International Digital Preservation Day

What’s that about then?

International Digital Preservation Day 30th November 2017 #IDPD2017

What’s that about then?

Digital Archivists are a much misunderstood lot.

A lot of people think our  work on digital preservation must be something to do with digitising old documents but this is absolutely not the case.  Of course digitising old documents is fantastic and the wonderful resources which are now increasingly available on the internet like (and there are so many examples these are just some of my favourite ones) Charles Booth’s London or the Cambridge Digital Library . There are thousands and thousands useful for scholars, historians, students, teachers, genealogists, journalists – well just about anyone really who is interested in getting access to sources that would otherwise be near impossible to access.  Digitising archive and library content has revolutionised the way we access and interact with archives, manuscripts and special collections.

Image: Flickr Kjetil Korslien CC BY-NC 2.0

However – this is not what the digital archivist does (although there are overlaps).  The digital archivist is concerned mainly (although not exclusively) with archives, data, stuff – whatever you want to call it – which was created in a digital format and has never had a physical existence.  If someone accidentally deletes the digitised version of Charles Booth’s poverty maps, the original is still there and can be digitised again.  Of course that would be an enormous waste of time and effort which is why we often treat digitised content as if it were the original content and guard against accidental deletion or loss.

But although digitisation does help preserve a document because it reduces the wear and tear on the original it is often swapping one stable format (paper, parchment etc) for a less stable one.  So you could argue that digitising – rather than helping with preservation issues – is just creating new ones.  Of course there are many very unstable analogue formats such as many photographic processes, magnetic tape and so forth which need to be digitised if they are to survive at all.

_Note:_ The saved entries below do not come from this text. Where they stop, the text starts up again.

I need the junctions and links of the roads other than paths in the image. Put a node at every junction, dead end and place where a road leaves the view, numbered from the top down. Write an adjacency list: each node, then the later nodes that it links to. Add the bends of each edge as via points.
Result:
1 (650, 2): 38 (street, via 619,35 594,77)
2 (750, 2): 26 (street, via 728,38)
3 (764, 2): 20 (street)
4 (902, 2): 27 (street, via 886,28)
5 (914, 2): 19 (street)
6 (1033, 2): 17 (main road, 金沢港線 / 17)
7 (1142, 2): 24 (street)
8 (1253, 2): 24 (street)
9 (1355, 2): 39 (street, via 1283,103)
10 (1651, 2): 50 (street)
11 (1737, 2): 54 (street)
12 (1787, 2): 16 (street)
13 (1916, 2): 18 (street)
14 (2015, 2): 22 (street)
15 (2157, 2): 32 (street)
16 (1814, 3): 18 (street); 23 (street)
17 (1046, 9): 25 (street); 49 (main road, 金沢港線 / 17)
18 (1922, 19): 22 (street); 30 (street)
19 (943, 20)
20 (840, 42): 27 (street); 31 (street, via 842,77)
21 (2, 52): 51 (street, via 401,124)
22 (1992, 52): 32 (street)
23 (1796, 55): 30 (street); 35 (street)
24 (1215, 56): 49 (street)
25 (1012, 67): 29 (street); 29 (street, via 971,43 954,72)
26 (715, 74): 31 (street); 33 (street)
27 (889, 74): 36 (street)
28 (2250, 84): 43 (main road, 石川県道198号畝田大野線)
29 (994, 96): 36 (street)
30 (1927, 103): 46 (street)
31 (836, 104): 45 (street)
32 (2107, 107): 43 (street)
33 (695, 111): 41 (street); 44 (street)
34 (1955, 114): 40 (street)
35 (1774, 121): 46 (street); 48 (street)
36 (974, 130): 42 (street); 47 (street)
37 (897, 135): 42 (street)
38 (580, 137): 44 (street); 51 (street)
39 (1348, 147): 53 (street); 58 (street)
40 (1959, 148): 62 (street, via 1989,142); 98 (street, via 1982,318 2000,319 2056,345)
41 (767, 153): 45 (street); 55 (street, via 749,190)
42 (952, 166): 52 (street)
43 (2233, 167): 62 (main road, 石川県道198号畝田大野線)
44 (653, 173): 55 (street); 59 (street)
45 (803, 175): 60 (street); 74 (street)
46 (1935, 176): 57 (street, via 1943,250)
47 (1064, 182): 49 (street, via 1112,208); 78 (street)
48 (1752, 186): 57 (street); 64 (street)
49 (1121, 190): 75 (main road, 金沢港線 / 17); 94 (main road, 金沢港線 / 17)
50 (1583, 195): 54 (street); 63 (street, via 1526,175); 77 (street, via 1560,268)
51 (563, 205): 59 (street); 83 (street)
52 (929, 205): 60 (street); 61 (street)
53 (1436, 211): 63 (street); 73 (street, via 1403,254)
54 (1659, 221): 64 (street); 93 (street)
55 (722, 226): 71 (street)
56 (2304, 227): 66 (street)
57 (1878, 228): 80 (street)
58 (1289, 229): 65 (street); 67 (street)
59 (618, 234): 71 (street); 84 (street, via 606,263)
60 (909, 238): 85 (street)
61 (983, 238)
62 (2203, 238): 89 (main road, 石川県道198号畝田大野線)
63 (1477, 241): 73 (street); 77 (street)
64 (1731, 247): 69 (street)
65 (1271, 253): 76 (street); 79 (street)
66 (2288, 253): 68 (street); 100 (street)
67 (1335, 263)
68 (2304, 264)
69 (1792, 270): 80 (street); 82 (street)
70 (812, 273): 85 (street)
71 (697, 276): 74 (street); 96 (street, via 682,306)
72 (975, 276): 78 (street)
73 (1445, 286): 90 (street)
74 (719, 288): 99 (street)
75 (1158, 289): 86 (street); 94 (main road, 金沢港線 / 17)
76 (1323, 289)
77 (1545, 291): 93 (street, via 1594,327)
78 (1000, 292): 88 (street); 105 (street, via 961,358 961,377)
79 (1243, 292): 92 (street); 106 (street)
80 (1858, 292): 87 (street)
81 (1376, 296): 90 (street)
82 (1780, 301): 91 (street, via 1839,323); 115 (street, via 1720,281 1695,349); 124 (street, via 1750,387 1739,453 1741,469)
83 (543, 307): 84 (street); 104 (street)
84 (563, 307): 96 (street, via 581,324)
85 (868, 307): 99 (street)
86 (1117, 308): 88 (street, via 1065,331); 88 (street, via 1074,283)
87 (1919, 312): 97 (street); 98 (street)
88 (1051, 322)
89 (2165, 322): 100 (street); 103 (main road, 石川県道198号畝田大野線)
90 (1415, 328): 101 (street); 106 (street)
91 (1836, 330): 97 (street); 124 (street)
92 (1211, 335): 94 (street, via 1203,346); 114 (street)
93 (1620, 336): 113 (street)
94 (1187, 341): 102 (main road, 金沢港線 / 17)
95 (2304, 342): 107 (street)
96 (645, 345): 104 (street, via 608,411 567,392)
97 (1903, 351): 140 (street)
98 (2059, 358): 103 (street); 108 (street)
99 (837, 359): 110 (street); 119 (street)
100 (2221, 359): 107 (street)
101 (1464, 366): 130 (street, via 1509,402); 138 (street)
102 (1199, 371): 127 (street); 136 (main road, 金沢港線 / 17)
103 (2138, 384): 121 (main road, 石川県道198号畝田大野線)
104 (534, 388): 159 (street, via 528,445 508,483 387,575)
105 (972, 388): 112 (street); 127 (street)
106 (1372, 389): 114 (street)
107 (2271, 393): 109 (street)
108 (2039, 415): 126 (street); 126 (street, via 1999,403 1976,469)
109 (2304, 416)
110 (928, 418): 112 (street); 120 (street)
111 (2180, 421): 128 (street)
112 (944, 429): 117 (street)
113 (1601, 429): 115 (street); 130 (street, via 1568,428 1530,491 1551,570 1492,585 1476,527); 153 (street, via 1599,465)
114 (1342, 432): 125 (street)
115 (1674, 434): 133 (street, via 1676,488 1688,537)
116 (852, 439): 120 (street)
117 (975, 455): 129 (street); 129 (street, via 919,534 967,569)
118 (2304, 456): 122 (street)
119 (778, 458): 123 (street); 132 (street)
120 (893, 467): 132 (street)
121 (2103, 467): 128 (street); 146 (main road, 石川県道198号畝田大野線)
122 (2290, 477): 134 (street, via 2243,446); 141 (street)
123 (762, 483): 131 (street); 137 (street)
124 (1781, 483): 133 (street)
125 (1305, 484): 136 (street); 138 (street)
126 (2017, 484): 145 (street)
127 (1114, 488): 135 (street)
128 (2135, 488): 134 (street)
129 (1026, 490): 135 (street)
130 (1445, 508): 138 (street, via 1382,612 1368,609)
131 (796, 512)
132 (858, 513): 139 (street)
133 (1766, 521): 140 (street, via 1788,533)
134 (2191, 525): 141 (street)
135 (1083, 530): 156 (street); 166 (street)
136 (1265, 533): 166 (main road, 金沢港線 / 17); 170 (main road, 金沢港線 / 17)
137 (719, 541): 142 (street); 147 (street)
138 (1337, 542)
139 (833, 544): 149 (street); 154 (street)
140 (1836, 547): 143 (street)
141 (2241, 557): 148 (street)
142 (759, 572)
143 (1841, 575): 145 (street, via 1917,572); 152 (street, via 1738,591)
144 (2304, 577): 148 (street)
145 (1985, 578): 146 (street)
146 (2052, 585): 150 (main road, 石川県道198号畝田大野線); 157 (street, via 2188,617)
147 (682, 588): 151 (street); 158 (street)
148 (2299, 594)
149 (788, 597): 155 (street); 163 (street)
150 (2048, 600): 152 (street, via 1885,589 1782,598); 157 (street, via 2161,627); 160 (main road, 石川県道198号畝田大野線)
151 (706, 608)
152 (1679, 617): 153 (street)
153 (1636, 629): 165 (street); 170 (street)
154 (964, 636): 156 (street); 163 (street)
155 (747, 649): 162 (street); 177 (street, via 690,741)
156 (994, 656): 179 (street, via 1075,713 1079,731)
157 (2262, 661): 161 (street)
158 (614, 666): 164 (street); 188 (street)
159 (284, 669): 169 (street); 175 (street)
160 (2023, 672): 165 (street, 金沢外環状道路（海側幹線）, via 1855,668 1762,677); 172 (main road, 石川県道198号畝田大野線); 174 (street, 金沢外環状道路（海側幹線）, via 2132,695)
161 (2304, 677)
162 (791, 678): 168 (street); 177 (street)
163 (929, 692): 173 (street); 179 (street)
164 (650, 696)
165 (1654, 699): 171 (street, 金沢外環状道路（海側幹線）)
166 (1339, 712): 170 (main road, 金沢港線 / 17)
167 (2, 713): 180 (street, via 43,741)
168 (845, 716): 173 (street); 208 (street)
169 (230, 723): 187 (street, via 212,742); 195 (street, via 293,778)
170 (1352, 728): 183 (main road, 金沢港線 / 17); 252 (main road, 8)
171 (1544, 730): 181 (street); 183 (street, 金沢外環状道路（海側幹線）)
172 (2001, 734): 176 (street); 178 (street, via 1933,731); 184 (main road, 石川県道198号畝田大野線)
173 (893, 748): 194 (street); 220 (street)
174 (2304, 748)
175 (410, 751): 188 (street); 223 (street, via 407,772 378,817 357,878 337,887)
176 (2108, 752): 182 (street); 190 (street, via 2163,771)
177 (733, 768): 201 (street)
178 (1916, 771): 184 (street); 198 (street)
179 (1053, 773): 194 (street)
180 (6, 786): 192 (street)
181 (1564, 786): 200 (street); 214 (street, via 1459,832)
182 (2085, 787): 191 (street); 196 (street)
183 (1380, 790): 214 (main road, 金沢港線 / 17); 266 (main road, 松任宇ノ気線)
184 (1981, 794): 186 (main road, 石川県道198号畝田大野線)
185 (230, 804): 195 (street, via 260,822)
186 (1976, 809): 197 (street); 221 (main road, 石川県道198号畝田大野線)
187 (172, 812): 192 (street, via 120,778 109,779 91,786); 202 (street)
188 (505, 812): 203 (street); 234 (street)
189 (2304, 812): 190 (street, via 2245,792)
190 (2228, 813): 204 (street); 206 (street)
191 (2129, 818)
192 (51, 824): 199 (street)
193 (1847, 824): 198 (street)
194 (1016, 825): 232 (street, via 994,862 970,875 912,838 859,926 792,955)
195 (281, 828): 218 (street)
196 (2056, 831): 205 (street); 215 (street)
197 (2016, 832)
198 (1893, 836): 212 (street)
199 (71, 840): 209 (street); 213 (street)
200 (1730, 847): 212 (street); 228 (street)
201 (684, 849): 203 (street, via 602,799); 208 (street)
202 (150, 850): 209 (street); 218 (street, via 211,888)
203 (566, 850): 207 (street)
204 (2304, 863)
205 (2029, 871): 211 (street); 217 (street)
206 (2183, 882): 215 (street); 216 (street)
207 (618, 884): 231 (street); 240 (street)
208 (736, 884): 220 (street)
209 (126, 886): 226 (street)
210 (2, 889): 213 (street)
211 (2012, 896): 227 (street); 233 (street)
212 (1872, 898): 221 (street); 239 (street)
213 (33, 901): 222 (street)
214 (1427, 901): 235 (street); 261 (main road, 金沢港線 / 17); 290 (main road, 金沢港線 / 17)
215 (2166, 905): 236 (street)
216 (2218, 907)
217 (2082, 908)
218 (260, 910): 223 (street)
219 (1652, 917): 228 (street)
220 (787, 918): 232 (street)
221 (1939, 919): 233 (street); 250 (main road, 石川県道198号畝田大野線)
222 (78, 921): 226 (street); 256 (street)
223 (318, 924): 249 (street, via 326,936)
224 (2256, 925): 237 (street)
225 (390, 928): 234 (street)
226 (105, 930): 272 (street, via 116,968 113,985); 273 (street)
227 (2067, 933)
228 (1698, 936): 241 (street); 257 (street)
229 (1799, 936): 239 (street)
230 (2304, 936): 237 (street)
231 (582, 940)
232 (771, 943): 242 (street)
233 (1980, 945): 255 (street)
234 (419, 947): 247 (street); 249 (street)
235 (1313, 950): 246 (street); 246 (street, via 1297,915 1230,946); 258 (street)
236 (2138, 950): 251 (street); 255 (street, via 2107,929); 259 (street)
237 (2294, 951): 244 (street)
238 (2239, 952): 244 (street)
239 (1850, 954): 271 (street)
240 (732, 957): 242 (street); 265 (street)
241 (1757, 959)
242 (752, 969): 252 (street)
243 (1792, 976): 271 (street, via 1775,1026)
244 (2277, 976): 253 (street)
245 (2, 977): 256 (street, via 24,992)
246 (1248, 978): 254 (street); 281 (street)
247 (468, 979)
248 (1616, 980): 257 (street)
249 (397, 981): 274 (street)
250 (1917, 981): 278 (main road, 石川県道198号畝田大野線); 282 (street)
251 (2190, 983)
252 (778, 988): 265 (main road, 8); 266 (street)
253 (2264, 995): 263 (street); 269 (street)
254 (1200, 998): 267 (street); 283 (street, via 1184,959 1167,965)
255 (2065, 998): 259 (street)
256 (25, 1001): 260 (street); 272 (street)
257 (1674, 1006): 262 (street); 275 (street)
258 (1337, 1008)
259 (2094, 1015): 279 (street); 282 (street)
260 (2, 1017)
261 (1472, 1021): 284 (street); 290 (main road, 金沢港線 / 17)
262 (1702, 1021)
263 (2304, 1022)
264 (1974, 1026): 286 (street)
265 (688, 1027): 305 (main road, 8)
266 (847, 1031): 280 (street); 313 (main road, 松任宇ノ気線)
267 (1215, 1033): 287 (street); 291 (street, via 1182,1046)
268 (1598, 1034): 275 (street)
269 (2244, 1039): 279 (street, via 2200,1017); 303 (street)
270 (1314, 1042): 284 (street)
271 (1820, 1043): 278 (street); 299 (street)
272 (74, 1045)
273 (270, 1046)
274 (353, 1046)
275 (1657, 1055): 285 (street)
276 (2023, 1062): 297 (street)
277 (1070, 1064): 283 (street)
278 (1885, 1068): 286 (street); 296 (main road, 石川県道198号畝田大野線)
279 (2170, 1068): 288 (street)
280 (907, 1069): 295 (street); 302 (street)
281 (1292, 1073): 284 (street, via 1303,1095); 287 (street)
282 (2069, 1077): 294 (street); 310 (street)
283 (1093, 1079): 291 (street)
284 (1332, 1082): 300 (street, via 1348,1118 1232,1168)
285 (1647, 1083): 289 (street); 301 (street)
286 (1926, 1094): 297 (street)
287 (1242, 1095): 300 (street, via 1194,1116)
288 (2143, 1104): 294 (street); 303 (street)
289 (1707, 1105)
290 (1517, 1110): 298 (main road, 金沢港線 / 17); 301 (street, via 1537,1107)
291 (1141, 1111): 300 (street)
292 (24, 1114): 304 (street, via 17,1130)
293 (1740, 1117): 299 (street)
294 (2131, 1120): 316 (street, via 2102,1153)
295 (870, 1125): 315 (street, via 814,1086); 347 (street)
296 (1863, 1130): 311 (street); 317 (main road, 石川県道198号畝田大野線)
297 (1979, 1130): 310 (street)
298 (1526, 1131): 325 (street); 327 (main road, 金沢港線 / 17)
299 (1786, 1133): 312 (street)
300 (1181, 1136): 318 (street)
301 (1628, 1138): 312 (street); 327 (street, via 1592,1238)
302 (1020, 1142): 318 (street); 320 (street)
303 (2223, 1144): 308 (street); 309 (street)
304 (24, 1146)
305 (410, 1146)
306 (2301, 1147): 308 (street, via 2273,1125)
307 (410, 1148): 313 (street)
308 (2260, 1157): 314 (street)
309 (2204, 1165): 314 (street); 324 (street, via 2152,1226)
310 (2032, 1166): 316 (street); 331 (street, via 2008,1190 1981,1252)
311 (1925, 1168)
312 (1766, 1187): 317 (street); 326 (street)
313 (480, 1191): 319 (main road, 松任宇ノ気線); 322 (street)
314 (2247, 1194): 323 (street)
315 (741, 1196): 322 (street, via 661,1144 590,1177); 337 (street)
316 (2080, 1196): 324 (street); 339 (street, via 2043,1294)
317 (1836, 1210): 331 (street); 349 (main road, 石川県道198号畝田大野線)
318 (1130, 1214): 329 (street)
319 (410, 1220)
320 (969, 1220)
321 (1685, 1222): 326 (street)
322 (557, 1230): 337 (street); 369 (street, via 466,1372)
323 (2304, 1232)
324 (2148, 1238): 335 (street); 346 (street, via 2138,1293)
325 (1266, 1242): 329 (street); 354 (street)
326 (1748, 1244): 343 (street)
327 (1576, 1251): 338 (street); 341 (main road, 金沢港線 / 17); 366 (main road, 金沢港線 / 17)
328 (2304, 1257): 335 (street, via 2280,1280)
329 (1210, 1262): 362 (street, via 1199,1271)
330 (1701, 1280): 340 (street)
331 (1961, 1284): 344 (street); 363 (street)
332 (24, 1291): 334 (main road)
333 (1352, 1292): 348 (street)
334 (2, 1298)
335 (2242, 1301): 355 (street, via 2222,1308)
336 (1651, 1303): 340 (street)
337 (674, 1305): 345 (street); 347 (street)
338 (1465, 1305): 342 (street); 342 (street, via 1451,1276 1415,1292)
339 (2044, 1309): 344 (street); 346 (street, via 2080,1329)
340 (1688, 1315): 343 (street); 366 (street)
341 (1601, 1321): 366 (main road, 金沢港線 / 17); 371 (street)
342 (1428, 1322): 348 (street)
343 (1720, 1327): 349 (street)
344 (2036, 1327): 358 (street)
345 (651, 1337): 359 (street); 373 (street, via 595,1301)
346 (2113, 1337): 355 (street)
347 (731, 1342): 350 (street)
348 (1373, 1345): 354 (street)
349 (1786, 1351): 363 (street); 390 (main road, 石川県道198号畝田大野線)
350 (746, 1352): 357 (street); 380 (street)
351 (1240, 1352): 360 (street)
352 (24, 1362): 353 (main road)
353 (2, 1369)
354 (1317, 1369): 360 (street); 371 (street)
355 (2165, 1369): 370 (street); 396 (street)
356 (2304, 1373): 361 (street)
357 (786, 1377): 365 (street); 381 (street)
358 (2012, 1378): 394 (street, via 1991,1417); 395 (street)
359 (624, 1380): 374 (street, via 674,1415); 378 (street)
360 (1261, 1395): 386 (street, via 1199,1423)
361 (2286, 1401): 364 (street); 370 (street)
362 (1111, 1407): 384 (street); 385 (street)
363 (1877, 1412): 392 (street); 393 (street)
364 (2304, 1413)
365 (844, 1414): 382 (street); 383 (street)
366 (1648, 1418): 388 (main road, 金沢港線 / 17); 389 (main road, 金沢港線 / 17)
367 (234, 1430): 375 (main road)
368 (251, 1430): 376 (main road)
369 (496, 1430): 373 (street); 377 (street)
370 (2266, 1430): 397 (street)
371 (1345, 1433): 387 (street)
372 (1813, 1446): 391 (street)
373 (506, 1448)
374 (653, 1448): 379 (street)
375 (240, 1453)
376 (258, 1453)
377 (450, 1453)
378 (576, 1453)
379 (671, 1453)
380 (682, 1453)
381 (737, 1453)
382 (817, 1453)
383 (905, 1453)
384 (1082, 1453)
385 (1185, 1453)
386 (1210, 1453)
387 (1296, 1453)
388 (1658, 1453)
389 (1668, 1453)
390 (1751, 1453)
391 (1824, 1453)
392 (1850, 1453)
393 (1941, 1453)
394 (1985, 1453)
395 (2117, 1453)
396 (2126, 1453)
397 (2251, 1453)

Digitisation is not preservation.

With digitised content you would like to think (!) that you might have some measure of control about what that content is, specifically the format it comes in.  It is possible to choose to save the image files in a format that is widely used and well documented, so that the risk that they will be hard to access in 5 or 10 years time is lessened.  There are formats which are recommended for long term preservation because they are widely adopted and well supported and by choosing these we help the process of digital preservation by giving those files a “head start”.

However files which are created by others – perhaps completely outside of the organisation – can come in *literally* any format.  A good example of this is when I analysed a sample of the data deposited by academics undertaking research at our institution and found a grand total of  59 different file types.  OK so that doesn’t sound *too* bad but 55% of the files I couldn’t identify at all.  Which is not so good.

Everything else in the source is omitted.